Can Bio-Works Technologies Raise More Cash Easily?

Generally speaking, a listed business can raise new cash through issuing shares or taking on debt. Commonly, a business will sell new shares in itself to raise cash and drive growth. By looking at a company's cash burn relative to its market capitalisation, we gain insight on how much shareholders would be diluted if the company needed to raise enough cash to cover another year's cash burn.

Bio-Works Technologies' cash burn of kr13m is about 2.1% of its kr605m market capitalisation.
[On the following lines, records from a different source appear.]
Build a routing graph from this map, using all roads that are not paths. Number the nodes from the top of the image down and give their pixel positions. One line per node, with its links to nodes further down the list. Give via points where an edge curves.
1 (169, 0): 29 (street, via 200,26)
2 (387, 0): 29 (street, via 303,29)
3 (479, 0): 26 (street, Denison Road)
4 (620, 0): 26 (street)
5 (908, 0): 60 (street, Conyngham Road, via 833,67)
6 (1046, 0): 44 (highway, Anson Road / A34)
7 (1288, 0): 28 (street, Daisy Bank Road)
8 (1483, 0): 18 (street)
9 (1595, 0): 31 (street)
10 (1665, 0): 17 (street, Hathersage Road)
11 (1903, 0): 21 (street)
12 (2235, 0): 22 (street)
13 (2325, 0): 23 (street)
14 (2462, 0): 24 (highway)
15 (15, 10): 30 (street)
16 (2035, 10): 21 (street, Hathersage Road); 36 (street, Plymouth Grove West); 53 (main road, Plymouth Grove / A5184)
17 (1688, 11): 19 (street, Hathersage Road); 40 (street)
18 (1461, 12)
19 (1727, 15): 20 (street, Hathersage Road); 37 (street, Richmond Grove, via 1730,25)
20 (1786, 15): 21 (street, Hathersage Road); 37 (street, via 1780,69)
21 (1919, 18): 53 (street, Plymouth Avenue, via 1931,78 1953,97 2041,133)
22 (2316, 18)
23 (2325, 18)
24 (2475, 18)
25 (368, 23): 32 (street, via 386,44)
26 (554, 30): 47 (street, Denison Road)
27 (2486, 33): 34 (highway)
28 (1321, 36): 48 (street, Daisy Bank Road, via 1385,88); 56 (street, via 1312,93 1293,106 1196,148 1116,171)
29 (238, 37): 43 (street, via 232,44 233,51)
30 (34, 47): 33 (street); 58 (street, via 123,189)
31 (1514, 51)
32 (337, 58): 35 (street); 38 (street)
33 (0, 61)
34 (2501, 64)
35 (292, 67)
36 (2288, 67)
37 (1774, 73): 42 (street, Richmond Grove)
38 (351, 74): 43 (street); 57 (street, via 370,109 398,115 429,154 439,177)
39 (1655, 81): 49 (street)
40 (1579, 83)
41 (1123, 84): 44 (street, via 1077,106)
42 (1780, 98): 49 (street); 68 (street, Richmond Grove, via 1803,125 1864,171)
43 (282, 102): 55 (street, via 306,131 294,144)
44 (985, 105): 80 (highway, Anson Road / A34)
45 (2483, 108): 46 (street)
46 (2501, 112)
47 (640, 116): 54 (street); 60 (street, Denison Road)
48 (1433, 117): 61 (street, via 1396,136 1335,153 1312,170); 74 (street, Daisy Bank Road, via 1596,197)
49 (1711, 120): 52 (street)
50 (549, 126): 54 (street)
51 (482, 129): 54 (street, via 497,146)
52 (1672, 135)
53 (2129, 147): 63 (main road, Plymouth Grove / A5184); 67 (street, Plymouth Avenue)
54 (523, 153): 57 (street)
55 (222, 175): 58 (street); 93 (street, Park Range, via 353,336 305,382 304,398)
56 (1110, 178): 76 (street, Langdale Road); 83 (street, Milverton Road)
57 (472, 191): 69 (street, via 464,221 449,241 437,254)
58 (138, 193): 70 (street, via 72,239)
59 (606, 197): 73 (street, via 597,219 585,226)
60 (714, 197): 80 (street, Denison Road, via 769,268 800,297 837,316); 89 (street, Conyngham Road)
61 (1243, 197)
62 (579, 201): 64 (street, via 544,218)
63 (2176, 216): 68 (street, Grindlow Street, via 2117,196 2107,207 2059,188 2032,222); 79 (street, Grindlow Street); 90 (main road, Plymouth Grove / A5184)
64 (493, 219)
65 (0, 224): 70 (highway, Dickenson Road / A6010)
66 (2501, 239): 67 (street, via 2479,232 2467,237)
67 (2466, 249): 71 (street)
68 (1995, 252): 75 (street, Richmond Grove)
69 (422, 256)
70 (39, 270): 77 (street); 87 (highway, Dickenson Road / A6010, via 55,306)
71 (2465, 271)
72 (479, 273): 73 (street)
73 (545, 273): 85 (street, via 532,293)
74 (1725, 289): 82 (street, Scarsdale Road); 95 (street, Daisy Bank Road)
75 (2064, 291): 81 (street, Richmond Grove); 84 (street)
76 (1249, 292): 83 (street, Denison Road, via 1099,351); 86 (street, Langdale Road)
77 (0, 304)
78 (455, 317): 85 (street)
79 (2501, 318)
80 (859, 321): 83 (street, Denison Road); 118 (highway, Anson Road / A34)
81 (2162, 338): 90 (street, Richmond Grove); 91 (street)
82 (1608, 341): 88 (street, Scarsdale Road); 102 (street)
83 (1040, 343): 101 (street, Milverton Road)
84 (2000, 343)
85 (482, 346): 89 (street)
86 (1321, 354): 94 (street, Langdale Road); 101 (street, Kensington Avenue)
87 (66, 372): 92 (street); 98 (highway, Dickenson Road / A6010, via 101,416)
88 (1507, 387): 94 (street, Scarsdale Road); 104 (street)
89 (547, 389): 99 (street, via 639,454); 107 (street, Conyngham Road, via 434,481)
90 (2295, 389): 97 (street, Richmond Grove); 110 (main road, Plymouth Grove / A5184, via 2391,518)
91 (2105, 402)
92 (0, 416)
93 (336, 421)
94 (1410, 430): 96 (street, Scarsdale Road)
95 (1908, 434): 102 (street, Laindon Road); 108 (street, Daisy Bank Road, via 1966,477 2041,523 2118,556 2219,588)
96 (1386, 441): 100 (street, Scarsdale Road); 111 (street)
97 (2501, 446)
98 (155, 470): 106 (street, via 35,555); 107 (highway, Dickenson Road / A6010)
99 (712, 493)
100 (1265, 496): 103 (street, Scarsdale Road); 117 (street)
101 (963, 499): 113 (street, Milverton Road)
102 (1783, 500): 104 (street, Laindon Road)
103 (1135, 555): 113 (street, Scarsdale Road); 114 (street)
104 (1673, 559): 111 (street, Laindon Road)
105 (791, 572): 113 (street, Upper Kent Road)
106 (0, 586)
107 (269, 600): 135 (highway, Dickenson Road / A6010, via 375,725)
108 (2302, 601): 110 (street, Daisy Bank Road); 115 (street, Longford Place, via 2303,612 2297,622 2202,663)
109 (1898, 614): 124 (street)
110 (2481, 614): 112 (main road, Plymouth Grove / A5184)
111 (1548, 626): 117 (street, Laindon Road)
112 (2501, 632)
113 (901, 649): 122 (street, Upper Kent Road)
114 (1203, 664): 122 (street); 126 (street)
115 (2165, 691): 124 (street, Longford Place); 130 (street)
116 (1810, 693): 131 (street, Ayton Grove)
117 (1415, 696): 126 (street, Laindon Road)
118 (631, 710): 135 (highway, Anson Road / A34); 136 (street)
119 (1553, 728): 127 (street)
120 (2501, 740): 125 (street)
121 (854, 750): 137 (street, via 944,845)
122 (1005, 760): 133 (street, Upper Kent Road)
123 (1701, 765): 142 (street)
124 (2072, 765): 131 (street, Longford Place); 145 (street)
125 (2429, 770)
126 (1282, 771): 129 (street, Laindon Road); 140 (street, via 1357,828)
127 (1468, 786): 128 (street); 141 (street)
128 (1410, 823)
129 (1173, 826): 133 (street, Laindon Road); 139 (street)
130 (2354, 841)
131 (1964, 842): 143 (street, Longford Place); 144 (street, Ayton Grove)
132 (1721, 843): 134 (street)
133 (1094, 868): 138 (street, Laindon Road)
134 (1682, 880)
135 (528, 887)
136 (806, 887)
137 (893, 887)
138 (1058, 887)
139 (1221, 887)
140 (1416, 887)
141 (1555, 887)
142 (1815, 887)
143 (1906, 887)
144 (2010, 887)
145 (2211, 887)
That means it could easily issue a few shares to fund more growth, and might well be in a position to borrow cheaply.

Is Bio-Works Technologies' Cash Burn A Worry?

Because Bio-Works Technologies is an early stage company, we don't have a great deal of data on which to form an opinion of its cash burn. However, it is fair to say that its cash runway gave us comfort. Summing up, its cash burn doesn't bother us and we're excited to see what kind of growth it can achieve with its current cash hoard. On another note, Bio-Works Technologies has 3 warning signs (and 1 which shouldn't be ignored) we think you should know about.

Of course, you might find a fantastic investment by looking elsewhere. So take a peek at this free list of interesting companies, and this list of stocks growth stocks (according to analyst forecasts)

Valuation is complex, but we're here to simplify it.

Discover if Bio-Works Technologies might be undervalued or overvalued with our detailed analysis, featuring fair value estimates, potential risks, dividends, insider trades, and its financial condition.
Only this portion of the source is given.